*Entries taken from a collection:*
**********

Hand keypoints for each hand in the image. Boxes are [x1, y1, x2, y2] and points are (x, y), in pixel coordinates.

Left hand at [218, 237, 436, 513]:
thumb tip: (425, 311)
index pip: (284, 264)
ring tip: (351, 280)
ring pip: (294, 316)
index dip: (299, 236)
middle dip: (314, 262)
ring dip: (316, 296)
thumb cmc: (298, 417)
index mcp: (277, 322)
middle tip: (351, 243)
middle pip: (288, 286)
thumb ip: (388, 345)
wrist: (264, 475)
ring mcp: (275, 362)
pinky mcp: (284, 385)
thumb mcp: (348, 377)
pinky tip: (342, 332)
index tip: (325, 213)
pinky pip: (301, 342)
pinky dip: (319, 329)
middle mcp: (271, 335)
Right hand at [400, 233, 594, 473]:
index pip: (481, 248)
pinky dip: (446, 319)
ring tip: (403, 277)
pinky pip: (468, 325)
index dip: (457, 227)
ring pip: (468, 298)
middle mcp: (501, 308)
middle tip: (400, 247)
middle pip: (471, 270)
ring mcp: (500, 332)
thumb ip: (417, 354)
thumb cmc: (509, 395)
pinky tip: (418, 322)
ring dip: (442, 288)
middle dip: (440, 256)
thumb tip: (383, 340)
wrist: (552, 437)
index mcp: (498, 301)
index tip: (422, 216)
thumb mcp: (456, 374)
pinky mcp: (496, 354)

**********

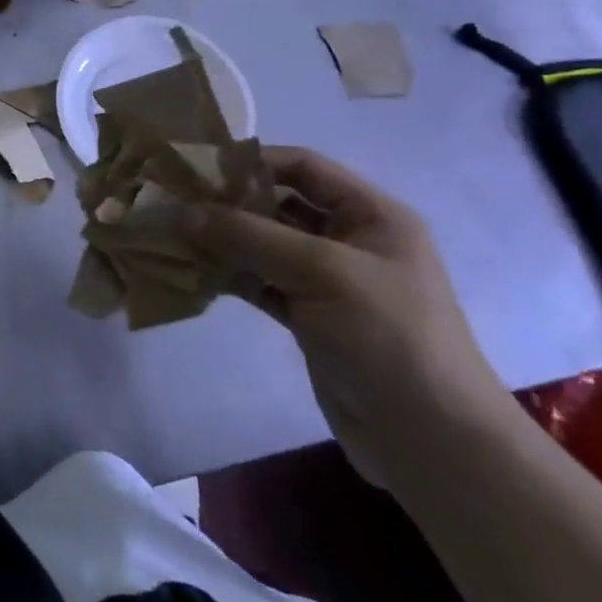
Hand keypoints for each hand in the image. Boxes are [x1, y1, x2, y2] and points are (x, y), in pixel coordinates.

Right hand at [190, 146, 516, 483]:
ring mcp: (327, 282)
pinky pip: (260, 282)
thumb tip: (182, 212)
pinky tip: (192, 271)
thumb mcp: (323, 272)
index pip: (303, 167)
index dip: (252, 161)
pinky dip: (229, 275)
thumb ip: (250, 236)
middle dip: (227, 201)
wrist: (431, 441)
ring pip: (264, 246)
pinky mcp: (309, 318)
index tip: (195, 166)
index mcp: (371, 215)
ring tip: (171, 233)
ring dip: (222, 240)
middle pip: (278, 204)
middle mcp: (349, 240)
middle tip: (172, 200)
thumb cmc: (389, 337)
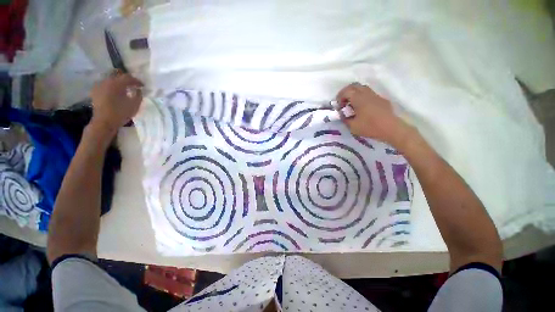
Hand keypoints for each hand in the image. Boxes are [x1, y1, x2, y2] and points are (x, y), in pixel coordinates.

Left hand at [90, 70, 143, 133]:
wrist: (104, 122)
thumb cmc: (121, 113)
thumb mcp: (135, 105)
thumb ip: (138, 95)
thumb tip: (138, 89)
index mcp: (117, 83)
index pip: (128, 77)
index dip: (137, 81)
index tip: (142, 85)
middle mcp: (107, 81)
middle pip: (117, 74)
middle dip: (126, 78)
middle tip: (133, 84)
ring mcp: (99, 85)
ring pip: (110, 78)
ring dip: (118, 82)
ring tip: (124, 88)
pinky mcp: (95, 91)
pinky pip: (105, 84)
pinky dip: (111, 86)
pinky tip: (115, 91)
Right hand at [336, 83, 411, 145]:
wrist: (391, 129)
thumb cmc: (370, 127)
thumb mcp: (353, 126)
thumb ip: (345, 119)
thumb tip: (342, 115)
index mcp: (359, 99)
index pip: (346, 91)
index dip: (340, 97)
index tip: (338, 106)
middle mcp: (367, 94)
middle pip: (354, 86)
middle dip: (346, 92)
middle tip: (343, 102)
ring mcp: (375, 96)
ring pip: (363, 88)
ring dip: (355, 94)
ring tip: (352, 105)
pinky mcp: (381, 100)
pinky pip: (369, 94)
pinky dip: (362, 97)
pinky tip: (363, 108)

**********

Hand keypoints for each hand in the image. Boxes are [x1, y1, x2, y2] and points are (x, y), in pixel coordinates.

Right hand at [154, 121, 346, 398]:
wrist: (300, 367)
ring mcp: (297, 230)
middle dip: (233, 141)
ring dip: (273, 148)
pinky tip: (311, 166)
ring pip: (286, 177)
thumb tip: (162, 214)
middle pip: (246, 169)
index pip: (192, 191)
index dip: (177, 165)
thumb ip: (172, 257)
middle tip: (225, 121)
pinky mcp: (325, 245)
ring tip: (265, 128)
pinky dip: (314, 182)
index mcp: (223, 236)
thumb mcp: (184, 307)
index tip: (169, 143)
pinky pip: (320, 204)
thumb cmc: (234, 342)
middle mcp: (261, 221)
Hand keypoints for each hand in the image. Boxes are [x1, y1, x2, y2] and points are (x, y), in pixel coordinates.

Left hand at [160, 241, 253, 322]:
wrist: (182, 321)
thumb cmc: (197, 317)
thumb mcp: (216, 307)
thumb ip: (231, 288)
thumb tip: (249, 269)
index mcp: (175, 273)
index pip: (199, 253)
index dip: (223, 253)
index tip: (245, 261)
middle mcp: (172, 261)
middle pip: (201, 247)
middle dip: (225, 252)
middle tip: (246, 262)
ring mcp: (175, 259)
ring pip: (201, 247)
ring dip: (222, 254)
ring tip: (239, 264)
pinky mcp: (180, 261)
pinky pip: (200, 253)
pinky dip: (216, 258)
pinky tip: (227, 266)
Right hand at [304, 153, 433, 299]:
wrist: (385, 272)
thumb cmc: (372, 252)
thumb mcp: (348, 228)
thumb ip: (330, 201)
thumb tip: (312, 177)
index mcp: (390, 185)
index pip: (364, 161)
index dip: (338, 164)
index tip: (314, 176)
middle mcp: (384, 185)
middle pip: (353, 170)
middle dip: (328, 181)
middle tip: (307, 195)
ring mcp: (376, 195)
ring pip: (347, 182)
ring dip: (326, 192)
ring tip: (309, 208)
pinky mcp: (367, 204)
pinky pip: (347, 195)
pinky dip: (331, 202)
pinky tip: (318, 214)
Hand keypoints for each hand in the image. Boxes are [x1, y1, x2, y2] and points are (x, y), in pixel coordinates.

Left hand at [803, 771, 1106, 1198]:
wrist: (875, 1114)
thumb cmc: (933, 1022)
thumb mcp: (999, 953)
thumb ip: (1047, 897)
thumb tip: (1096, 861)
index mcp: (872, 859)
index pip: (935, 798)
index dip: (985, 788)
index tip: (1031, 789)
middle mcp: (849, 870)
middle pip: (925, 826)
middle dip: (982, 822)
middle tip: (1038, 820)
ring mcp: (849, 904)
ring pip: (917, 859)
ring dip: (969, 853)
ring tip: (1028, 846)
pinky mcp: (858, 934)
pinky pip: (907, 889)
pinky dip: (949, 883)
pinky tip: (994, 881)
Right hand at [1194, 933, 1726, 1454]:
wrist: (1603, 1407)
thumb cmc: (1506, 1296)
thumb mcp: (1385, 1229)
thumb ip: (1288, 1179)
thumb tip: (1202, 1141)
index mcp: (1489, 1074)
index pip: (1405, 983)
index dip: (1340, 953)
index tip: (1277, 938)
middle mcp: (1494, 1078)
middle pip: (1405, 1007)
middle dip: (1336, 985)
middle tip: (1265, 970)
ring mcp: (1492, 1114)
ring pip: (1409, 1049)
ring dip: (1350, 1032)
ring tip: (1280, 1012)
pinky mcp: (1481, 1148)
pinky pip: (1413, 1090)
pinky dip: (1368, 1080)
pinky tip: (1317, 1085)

**********

*Task prompt:* Retype the entries above exactly, but only from the line containing "thumb tip: (162, 214)" through the line containing "index mcp: (175, 273)", both included.

*Final answer:*
thumb tip: (162, 214)
middle pip: (246, 169)
index pip: (192, 191)
index dip: (177, 165)
thumb ip: (172, 257)
middle tip: (225, 121)
pinky mcp: (325, 245)
ring tip: (265, 128)
pinky dip: (314, 182)
index mcp: (223, 236)
thumb mcp: (184, 307)
index tip: (169, 143)
pinky pip: (320, 204)
thumb cmc: (234, 342)
middle mcp: (261, 221)
Hand keypoints for each hand in the image. Boxes are [x1, y1, x2, y2] and points are (x, y), in pixel coordinates.

Left hand at [160, 241, 253, 322]:
wrist: (182, 321)
thumb cmc: (197, 317)
thumb mcp: (216, 307)
thumb ip: (231, 288)
thumb tip: (249, 269)
index mcp: (175, 273)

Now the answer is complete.